An application with a stress test driving 210k syscalls/sec/CPU + 27k context-switches/sec/CPU and a tiny working set (25 Mbytes) resembled the previous graphs the least. The expected performance loss was less than 12%, but it was 25%. To ensure that there was no other source of overhead, I examined this and discovered that the 25% was due to TLB page walk cycles, which are the identical overheads researched previously. I believe the huge difference was caused by the fact that the application workload was more sensitive to TLB flushing than my basic microbenchmark.
Improving Performance
1. pcid and Estimated Time Overhead Of System Calls On Linux 4.14
This was noted before, and the difference was depicted in the graph. If you can run 4.14, it surely works with CPUs that enable pcid (see /proc/cpuinfo). It may work on some older kernels (such as 4.4.115).
2. Massive Pages
I also said that previously. I won’t go into detail on how to setup big pages with all of its drawbacks here because it’s a huge issue.
3. Reduced Syscalls
If you were on the more unpleasant end of the performance loss spectrum owing to a high syscall rate, the logical next step would be to investigate what those syscalls were and search for methods to minimize some of them. Many years ago, this was standard practice for system performance study, but more lately, the emphasis has shifted to user-mode victories.
Now that you know the most frequent syscalls, look for ways to reduce them. You can use other tools to inspect their arguments and stack traces (eg: using perf record, or kprobe in perf-tools, trace in bcc, etc), and look for optimization opportunities. This is performance engineering 101.
Conclusion and Further Reading
The KPTI patches to mitigate Meltdown can incur massive overhead, anything from 1% to over 800%. Where you are on that spectrum depends on your syscall and page fault rates, due to the extra CPU cycle overheads, and your memory working set size, due to TLB flushing on syscalls and context switches. I described these in this post, and analyzed them for a microbenchmark. Of course, nothing beats testing with real workloads, and the analysis I’ve included here may be more useful in explaining why performance regressed and showing opportunities to tune it, than for the estimated regressions.

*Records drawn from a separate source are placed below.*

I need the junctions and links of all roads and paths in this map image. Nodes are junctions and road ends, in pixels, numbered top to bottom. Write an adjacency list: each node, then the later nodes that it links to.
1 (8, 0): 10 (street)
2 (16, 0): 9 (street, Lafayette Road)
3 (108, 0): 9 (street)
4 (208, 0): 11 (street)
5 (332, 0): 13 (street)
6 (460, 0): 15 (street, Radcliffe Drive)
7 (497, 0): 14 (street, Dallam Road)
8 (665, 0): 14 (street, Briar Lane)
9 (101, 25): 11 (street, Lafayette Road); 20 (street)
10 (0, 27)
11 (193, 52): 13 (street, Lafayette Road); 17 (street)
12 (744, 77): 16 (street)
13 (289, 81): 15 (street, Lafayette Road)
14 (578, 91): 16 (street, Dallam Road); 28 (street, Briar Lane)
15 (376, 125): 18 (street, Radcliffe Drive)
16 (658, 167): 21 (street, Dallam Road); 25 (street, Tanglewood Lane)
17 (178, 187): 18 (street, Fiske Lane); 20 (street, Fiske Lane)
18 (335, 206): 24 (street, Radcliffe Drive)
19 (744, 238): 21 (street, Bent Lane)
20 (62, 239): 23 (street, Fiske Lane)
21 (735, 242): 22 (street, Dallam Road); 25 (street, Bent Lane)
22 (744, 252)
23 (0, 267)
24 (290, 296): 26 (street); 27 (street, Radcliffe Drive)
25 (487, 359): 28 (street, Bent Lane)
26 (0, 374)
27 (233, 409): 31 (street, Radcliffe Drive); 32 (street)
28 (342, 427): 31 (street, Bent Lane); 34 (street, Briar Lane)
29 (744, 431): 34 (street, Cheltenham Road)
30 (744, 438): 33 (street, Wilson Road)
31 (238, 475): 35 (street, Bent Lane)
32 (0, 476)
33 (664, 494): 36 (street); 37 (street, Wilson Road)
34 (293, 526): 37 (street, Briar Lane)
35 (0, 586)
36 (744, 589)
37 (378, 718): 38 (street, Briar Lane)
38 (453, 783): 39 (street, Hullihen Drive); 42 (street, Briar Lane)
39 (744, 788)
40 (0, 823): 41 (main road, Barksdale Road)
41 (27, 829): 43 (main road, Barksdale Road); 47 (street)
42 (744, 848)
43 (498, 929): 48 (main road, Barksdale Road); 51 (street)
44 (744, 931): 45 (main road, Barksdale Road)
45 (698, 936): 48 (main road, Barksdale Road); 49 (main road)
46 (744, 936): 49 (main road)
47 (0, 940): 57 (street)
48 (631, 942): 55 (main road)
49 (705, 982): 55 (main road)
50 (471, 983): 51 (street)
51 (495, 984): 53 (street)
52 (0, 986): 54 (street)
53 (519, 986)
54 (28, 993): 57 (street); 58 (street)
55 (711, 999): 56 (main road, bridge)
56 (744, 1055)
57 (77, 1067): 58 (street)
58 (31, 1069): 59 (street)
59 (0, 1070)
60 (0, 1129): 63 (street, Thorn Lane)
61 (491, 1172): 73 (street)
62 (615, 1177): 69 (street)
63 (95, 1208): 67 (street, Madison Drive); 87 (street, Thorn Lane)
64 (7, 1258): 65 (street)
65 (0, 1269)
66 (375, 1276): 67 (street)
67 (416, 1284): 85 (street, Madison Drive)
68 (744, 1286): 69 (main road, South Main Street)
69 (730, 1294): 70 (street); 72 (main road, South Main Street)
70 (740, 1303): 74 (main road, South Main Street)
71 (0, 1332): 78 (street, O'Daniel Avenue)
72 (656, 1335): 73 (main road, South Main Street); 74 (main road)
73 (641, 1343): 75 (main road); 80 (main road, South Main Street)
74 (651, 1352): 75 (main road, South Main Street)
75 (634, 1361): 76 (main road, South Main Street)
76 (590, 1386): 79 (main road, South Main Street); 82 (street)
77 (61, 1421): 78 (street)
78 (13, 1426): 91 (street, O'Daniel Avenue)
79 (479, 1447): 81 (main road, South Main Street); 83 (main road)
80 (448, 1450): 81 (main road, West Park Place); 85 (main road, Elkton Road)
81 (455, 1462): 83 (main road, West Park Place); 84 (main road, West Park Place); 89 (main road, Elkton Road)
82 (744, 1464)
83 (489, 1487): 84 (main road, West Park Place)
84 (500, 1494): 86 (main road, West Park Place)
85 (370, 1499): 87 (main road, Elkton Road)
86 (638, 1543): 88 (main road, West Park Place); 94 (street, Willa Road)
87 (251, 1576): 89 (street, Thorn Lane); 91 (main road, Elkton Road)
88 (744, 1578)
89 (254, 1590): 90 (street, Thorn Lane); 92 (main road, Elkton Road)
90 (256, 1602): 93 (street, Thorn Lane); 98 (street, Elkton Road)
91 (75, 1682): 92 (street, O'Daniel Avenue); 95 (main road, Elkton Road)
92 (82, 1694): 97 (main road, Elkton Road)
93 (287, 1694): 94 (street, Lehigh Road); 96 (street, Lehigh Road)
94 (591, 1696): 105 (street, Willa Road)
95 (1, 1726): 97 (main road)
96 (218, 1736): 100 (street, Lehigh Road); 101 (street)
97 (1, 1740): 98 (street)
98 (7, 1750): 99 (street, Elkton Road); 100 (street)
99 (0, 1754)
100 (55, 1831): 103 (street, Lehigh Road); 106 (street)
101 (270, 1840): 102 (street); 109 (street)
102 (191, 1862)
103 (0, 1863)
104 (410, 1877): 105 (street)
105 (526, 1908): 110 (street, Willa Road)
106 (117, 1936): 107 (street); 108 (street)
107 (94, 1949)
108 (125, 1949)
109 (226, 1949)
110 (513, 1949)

In practice, I expect the cloud systems at my employer (Netflix) to experience 0.1% to 6% overhead with KPTI due to our syscall rates, and I expect that to be reduced to less than 2% with tuning: using 4.14 with pcid support, huge pages (which can also provide some gains), syscall reductions, and whatever else we find.
This is only one out of four potential sources of overhead from Meltdown/Spectre: there’s also cloud hypervisor changes, Intel microcode, and compilation changes. These KPTI numbers are also not final, as Estimated Time Overhead Of System Calls On Linux is still being developed and improved.